#### WHAT IS EXPECTED
An exact transcription of all the data is required; the pictures are to be left out.

#### SOURCE RECORDS

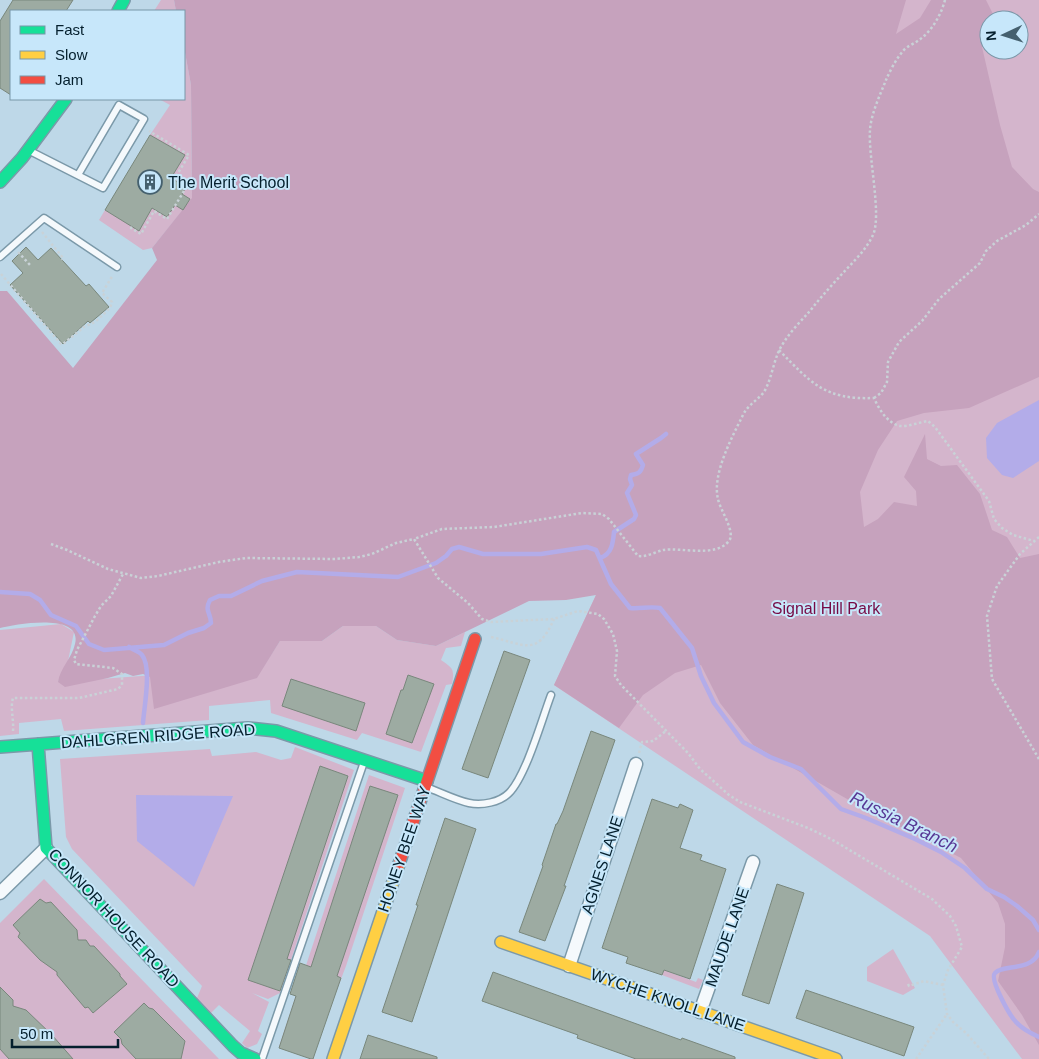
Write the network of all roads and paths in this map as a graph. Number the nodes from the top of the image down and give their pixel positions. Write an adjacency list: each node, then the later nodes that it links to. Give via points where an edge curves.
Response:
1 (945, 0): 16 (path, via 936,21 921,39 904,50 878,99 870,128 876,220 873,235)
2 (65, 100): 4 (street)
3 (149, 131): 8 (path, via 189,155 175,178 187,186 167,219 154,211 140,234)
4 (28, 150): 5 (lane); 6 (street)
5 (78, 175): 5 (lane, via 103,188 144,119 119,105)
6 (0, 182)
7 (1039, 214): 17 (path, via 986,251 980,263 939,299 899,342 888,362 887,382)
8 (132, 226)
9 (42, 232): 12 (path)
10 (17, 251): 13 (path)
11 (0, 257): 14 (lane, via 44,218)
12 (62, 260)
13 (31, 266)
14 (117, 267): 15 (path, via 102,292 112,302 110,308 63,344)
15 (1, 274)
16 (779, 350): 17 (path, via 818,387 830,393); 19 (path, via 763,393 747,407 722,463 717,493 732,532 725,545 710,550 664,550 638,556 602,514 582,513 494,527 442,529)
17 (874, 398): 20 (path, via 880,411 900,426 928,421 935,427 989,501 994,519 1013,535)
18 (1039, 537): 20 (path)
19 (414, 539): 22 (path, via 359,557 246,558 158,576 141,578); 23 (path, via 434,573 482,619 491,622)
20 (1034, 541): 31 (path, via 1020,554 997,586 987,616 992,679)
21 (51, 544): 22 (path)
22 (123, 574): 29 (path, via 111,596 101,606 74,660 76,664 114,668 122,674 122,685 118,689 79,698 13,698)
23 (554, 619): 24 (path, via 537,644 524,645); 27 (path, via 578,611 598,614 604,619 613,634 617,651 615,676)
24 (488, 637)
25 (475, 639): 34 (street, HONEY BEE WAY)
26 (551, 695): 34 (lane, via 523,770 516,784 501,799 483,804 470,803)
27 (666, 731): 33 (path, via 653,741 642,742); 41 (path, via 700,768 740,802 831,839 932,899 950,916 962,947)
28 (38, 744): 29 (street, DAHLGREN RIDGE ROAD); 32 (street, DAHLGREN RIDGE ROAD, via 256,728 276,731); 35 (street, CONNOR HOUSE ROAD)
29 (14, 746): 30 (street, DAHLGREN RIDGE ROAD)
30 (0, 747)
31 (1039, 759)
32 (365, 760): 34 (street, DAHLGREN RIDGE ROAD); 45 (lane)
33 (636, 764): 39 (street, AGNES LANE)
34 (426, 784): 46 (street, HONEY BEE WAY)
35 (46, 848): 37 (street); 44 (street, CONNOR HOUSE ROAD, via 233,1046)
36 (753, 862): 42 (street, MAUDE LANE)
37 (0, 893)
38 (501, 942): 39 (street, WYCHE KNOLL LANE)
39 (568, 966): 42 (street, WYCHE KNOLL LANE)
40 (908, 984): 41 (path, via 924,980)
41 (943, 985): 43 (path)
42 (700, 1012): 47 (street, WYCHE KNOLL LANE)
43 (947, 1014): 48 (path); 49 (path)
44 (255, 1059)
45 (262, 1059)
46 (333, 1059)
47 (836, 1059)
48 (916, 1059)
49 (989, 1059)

#### YOUR SOLUTION
Write the network of all roads and paths in this map as a graph. Number the nodes from the top of the image down and give their pixel positions. Write an adjacency list: each node, then the later nodes that it links to. Give via points where an edge curves.
Response:
1 (945, 0): 16 (path, via 936,21 921,39 904,50 878,99 870,128 876,220 873,235)
2 (65, 100): 4 (street)
3 (149, 131): 8 (path, via 189,155 175,178 187,186 167,219 154,211 140,234)
4 (28, 150): 5 (lane); 6 (street)
5 (78, 175): 5 (lane, via 103,188 144,119 119,105)
6 (0, 182)
7 (1039, 214): 17 (path, via 986,251 980,263 939,299 899,342 888,362 887,382)
8 (132, 226)
9 (42, 232): 12 (path)
10 (17, 251): 13 (path)
11 (0, 257): 14 (lane, via 44,218)
12 (62, 260)
13 (31, 266)
14 (117, 267): 15 (path, via 102,292 112,302 110,308 63,344)
15 (1, 274)
16 (779, 350): 17 (path, via 818,387 830,393); 19 (path, via 763,393 747,407 722,463 717,493 732,532 725,545 710,550 664,550 638,556 602,514 582,513 494,527 442,529)
17 (874, 398): 20 (path, via 880,411 900,426 928,421 935,427 989,501 994,519 1013,535)
18 (1039, 537): 20 (path)
19 (414, 539): 22 (path, via 359,557 246,558 158,576 141,578); 23 (path, via 434,573 482,619 491,622)
20 (1034, 541): 31 (path, via 1020,554 997,586 987,616 992,679)
21 (51, 544): 22 (path)
22 (123, 574): 29 (path, via 111,596 101,606 74,660 76,664 114,668 122,674 122,685 118,689 79,698 13,698)
23 (554, 619): 24 (path, via 537,644 524,645); 27 (path, via 578,611 598,614 604,619 613,634 617,651 615,676)
24 (488, 637)
25 (475, 639): 34 (street, HONEY BEE WAY)
26 (551, 695): 34 (lane, via 523,770 516,784 501,799 483,804 470,803)
27 (666, 731): 33 (path, via 653,741 642,742); 41 (path, via 700,768 740,802 831,839 932,899 950,916 962,947)
28 (38, 744): 29 (street, DAHLGREN RIDGE ROAD); 32 (street, DAHLGREN RIDGE ROAD, via 256,728 276,731); 35 (street, CONNOR HOUSE ROAD)
29 (14, 746): 30 (street, DAHLGREN RIDGE ROAD)
30 (0, 747)
31 (1039, 759)
32 (365, 760): 34 (street, DAHLGREN RIDGE ROAD); 45 (lane)
33 (636, 764): 39 (street, AGNES LANE)
34 (426, 784): 46 (street, HONEY BEE WAY)
35 (46, 848): 37 (street); 44 (street, CONNOR HOUSE ROAD, via 233,1046)
36 (753, 862): 42 (street, MAUDE LANE)
37 (0, 893)
38 (501, 942): 39 (street, WYCHE KNOLL LANE)
39 (568, 966): 42 (street, WYCHE KNOLL LANE)
40 (908, 984): 41 (path, via 924,980)
41 (943, 985): 43 (path)
42 (700, 1012): 47 (street, WYCHE KNOLL LANE)
43 (947, 1014): 48 (path); 49 (path)
44 (255, 1059)
45 (262, 1059)
46 (333, 1059)
47 (836, 1059)
48 (916, 1059)
49 (989, 1059)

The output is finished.